_The task:_
The word "road" marks the lines to find; copy every such line from the data below.

(Entries taken from a collection)
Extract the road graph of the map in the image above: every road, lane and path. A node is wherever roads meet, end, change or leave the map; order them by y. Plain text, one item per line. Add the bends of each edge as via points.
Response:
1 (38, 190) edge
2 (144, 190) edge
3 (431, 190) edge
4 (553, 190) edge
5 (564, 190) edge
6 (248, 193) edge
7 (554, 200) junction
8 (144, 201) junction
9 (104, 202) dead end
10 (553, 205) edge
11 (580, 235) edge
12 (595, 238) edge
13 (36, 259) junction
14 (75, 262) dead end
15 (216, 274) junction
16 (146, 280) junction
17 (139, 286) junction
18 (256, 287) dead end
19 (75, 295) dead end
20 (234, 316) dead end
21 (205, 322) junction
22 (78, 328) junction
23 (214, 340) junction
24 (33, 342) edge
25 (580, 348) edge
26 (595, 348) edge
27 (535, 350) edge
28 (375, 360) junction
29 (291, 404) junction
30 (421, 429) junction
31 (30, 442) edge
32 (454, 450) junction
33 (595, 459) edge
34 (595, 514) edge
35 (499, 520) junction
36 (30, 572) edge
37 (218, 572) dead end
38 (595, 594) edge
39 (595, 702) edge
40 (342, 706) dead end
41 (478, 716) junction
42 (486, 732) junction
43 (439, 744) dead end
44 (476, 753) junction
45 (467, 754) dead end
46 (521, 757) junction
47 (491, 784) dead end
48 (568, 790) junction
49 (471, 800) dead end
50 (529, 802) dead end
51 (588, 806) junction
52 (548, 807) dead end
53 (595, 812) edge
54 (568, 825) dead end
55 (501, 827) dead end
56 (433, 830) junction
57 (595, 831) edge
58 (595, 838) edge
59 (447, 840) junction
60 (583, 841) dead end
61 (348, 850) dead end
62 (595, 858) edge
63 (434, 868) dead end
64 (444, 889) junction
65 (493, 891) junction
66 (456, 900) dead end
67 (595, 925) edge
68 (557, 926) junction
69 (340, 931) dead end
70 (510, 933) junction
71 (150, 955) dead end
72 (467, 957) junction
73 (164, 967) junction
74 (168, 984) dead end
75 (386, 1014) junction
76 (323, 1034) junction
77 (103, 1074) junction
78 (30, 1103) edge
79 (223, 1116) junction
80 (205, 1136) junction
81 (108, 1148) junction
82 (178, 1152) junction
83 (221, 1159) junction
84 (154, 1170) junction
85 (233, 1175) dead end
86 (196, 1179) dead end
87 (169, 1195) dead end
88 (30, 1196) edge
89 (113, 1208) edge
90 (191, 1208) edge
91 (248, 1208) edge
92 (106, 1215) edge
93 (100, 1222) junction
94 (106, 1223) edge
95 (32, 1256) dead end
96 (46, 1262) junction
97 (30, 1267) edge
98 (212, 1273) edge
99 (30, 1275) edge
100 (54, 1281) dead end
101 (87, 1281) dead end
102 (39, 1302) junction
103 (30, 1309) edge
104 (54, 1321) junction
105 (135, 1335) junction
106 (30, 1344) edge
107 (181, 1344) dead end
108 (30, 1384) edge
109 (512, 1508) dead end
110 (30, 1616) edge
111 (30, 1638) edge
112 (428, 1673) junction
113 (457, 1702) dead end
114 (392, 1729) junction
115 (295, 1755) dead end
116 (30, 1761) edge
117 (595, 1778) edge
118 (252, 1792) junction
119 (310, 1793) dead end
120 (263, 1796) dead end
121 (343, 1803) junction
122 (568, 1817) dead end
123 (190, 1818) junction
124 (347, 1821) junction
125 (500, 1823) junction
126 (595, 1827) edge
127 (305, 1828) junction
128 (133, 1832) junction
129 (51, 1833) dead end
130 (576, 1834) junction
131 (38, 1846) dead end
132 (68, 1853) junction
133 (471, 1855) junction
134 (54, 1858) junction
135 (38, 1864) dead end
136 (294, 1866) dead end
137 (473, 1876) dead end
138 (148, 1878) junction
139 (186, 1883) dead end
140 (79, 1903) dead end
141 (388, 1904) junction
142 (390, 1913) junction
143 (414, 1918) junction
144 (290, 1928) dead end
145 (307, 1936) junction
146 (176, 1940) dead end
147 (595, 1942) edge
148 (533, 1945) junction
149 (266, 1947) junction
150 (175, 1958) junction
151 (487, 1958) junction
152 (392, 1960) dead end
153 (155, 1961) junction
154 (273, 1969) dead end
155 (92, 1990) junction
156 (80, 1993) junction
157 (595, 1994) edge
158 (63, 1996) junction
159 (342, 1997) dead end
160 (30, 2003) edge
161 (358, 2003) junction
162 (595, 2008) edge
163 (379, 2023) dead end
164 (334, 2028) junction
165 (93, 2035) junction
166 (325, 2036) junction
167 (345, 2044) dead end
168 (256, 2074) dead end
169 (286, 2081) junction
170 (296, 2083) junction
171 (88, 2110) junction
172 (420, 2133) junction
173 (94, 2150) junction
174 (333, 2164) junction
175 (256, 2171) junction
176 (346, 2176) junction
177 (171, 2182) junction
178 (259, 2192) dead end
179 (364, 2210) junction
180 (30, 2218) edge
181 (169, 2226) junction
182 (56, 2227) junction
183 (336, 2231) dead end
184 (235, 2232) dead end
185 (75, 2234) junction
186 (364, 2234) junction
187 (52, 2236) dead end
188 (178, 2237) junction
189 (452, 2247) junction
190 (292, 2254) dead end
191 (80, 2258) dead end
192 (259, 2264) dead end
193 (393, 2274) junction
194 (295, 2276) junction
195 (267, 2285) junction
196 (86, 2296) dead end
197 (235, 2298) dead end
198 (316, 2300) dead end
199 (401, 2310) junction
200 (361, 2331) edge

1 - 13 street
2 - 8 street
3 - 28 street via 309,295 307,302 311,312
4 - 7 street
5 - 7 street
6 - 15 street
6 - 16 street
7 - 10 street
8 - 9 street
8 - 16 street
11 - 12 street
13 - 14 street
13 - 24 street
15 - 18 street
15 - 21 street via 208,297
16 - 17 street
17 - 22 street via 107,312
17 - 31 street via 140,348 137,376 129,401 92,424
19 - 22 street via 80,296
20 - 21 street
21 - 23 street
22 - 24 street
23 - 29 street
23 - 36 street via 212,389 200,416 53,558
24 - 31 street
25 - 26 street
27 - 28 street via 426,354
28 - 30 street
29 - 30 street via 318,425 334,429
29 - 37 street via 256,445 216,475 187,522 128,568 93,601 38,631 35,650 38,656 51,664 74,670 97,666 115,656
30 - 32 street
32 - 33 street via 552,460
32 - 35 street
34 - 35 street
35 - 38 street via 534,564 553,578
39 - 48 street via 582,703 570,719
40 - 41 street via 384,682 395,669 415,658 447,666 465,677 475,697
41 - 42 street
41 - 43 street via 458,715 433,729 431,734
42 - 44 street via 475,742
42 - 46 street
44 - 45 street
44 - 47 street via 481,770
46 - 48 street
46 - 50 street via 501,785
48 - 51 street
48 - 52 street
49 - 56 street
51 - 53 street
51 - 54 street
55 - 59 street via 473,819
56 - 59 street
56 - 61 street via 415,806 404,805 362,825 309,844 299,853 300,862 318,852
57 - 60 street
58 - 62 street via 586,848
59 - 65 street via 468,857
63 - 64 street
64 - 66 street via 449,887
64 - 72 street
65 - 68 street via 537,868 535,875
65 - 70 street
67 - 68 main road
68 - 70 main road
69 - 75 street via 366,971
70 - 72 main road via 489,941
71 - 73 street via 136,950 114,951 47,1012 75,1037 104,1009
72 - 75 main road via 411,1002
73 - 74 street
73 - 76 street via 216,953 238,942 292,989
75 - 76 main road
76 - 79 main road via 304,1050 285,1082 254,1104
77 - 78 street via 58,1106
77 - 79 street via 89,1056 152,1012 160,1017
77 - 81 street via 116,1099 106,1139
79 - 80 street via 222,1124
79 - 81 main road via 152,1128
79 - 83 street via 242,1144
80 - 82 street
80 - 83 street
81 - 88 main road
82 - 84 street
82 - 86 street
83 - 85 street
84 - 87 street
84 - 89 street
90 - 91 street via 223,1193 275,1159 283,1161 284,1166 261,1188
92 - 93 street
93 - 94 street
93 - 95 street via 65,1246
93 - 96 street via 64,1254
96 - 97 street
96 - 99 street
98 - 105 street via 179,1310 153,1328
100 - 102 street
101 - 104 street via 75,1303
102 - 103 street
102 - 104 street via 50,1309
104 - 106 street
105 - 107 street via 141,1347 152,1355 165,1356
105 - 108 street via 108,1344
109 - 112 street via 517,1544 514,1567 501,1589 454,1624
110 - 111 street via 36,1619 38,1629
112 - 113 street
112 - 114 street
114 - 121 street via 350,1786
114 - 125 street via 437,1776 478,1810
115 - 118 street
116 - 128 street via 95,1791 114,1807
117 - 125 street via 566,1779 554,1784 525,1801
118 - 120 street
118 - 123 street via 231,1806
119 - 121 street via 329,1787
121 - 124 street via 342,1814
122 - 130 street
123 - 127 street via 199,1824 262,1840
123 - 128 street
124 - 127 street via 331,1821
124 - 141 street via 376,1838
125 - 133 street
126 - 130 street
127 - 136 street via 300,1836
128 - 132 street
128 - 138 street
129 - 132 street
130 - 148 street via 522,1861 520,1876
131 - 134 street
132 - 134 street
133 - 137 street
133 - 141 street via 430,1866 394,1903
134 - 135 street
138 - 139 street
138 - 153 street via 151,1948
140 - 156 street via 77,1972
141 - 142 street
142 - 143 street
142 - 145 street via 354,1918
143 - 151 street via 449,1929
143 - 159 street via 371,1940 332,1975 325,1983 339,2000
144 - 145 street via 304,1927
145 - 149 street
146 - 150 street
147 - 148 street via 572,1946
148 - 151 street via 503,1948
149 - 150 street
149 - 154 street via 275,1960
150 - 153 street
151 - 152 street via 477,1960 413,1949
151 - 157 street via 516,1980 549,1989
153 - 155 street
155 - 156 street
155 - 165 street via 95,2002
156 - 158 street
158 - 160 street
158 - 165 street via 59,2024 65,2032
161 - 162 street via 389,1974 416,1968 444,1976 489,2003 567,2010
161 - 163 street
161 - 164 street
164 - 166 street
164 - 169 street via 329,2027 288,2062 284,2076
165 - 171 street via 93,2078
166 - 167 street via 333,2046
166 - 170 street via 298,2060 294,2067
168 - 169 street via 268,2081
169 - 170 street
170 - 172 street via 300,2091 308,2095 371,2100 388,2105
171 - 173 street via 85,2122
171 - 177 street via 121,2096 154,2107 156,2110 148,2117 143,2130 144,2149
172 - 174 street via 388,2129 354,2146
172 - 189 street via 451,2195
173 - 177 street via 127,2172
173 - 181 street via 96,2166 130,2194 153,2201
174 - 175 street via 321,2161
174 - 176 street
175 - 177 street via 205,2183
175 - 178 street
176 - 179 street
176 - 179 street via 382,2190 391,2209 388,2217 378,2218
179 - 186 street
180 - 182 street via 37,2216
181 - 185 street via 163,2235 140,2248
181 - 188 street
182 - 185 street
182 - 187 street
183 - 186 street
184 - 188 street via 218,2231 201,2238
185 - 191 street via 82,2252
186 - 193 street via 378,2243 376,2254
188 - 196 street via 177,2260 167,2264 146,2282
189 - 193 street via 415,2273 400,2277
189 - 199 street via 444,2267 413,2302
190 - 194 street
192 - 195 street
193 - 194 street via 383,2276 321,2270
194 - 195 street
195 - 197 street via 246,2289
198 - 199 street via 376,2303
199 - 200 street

_Response area:_
Extract the road graph of the map in the image above: every road, lane and path. A node is wherever roads meet, end, change or leave the map; order them by y. Plain text, one item per line. Add the bends of each edge as via points.
67 - 68 main road
68 - 70 main road
70 - 72 main road via 489,941
72 - 75 main road via 411,1002
75 - 76 main road
76 - 79 main road via 304,1050 285,1082 254,1104
79 - 81 main road via 152,1128
81 - 88 main road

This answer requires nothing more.